▶ _What you have to do_: Go through the material below and copy all lines with "Nuevo".

▶ _Extracted entries_:
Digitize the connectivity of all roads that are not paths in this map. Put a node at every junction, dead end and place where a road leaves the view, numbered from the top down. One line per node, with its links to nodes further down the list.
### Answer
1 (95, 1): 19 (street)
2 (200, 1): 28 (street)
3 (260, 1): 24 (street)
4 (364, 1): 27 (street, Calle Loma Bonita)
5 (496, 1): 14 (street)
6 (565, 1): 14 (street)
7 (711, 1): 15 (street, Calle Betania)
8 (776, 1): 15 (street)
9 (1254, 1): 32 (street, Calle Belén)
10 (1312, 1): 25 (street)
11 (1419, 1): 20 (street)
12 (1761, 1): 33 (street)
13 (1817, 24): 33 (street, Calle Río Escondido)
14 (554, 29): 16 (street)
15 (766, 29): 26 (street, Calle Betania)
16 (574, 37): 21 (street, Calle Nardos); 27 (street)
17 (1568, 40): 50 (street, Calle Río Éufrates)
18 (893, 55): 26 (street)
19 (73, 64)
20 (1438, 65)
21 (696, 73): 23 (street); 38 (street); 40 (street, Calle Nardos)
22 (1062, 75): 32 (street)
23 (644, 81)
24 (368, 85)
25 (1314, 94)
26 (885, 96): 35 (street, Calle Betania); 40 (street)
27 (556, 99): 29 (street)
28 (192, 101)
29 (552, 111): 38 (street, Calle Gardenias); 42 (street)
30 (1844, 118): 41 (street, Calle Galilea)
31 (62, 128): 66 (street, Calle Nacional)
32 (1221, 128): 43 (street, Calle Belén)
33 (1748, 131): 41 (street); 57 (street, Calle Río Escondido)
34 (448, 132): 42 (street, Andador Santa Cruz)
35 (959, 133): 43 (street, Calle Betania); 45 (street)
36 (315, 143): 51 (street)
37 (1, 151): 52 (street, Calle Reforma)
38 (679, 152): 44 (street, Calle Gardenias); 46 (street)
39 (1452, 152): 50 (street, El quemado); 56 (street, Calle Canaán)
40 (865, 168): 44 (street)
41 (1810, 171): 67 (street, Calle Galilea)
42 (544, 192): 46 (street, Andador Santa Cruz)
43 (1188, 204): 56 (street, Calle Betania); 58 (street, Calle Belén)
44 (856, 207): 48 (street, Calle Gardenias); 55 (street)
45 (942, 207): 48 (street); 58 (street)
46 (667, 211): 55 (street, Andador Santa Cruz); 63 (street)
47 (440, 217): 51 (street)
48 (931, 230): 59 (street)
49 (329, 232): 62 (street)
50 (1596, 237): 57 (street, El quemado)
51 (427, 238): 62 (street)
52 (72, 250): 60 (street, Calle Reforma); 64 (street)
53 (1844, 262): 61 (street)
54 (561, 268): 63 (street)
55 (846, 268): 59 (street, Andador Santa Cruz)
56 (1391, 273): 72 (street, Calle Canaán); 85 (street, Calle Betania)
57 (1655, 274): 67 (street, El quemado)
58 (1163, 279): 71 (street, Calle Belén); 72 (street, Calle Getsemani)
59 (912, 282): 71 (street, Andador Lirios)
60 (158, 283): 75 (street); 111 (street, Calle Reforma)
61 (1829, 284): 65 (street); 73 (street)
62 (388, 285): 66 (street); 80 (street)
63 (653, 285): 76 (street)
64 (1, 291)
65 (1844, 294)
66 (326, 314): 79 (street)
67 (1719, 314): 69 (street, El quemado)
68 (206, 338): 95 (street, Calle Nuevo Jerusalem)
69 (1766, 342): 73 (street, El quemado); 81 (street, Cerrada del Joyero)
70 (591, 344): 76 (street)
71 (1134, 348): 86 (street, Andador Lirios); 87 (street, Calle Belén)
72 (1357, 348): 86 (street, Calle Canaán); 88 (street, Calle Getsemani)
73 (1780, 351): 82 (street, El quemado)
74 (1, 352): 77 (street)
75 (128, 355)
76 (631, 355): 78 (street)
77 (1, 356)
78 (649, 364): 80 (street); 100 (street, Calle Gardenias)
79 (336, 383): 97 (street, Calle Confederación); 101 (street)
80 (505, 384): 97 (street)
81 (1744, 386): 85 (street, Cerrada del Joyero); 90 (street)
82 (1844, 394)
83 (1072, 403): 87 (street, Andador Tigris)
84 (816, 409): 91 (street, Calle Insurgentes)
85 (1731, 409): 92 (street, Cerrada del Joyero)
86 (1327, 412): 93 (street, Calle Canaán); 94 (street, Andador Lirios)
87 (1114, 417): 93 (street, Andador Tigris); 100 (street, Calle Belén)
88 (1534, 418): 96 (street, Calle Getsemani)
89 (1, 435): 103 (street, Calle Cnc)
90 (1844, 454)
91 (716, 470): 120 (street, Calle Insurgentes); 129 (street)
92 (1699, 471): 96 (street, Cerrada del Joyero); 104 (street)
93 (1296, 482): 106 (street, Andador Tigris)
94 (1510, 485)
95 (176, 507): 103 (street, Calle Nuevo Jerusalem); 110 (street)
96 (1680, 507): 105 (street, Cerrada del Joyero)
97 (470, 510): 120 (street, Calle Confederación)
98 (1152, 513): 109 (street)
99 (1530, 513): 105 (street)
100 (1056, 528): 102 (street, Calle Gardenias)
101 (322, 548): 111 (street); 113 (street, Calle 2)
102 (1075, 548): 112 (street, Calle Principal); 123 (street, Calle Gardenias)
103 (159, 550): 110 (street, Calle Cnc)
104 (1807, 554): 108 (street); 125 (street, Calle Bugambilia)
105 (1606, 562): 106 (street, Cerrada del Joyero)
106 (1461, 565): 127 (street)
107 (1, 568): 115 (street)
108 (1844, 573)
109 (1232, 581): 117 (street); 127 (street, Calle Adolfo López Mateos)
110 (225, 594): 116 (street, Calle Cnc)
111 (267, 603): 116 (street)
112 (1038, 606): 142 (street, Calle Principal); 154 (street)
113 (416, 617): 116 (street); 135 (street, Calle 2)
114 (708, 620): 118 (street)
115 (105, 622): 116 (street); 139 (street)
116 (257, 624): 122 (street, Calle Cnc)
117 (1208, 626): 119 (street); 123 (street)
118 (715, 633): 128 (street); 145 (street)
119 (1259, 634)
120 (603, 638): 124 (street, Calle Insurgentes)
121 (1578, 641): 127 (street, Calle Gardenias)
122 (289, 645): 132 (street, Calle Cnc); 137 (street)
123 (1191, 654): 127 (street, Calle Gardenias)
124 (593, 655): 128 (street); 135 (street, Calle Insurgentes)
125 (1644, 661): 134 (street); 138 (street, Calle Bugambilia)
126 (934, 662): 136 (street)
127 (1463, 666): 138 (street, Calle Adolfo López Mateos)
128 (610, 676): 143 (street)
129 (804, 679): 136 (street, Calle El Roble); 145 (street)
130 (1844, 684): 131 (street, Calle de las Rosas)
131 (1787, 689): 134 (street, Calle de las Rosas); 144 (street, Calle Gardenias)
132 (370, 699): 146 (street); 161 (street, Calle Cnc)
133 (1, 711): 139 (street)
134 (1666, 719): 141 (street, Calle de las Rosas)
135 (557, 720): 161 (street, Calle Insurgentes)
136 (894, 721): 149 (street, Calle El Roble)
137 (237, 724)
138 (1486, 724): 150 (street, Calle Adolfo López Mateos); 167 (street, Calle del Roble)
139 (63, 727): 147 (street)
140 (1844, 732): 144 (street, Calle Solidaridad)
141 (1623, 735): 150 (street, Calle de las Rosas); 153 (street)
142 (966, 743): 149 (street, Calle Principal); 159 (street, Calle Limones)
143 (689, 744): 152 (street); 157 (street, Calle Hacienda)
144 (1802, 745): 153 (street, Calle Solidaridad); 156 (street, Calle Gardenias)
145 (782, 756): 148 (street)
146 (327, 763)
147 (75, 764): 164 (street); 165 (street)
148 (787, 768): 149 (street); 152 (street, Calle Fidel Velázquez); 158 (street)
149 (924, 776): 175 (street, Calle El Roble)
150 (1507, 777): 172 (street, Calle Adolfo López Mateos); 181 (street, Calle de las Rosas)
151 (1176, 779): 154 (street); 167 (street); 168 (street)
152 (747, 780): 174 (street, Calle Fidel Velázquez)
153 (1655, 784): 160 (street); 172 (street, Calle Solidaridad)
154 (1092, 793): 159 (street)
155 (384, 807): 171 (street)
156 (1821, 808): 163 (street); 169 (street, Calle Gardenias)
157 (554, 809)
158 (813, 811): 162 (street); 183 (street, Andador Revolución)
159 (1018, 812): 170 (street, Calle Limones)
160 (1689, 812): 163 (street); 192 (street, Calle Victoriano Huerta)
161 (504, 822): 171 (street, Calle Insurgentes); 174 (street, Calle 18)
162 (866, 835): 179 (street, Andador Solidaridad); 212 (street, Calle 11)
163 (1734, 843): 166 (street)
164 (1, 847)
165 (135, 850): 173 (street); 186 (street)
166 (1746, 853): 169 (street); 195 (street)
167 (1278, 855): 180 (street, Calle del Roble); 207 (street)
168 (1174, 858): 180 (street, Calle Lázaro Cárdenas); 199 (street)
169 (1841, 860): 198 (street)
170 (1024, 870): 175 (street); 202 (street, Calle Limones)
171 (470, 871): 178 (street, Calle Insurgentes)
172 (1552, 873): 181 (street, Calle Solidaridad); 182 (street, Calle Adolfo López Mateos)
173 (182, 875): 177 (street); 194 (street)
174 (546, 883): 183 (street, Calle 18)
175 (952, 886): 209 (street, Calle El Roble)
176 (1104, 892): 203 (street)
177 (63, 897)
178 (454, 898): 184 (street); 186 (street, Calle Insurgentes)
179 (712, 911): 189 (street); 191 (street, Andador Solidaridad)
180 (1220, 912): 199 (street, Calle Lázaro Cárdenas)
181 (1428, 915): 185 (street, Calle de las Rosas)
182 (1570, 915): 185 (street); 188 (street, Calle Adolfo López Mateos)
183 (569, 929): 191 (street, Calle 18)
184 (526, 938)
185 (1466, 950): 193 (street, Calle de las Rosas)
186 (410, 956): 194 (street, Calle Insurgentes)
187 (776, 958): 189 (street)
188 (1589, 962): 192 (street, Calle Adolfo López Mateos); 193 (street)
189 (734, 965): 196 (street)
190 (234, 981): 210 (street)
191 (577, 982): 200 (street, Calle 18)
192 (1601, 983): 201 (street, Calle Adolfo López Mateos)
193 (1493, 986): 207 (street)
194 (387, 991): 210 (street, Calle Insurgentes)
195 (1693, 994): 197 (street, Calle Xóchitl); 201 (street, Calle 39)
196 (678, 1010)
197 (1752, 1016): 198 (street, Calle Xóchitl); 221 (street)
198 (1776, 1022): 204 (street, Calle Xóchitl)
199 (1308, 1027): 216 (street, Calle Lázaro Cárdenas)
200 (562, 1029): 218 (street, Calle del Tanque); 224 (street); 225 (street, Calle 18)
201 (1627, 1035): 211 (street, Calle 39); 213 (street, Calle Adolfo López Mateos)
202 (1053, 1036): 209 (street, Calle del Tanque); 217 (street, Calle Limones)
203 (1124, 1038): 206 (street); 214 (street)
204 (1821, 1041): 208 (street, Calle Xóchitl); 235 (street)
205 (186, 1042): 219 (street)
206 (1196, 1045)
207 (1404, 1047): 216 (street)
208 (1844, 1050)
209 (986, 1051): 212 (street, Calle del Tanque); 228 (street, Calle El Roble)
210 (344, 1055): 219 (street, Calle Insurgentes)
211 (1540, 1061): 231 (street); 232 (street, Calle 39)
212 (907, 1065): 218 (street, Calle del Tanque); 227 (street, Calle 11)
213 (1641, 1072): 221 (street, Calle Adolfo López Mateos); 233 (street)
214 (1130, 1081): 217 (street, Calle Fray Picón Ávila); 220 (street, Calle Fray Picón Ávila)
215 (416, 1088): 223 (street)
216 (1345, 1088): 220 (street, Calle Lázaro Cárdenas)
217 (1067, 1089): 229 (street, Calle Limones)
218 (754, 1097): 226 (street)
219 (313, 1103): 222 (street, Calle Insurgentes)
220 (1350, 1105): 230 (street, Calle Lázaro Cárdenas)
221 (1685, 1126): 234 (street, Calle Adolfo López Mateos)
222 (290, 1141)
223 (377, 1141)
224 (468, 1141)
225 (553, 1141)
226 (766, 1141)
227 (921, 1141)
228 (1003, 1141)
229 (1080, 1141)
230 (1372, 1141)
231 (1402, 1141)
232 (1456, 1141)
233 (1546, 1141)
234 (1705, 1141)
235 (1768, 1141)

▶ _Task response_:
68 (206, 338): 95 (street, Calle Nuevo Jerusalem)
95 (176, 507): 103 (street, Calle Nuevo Jerusalem); 110 (street)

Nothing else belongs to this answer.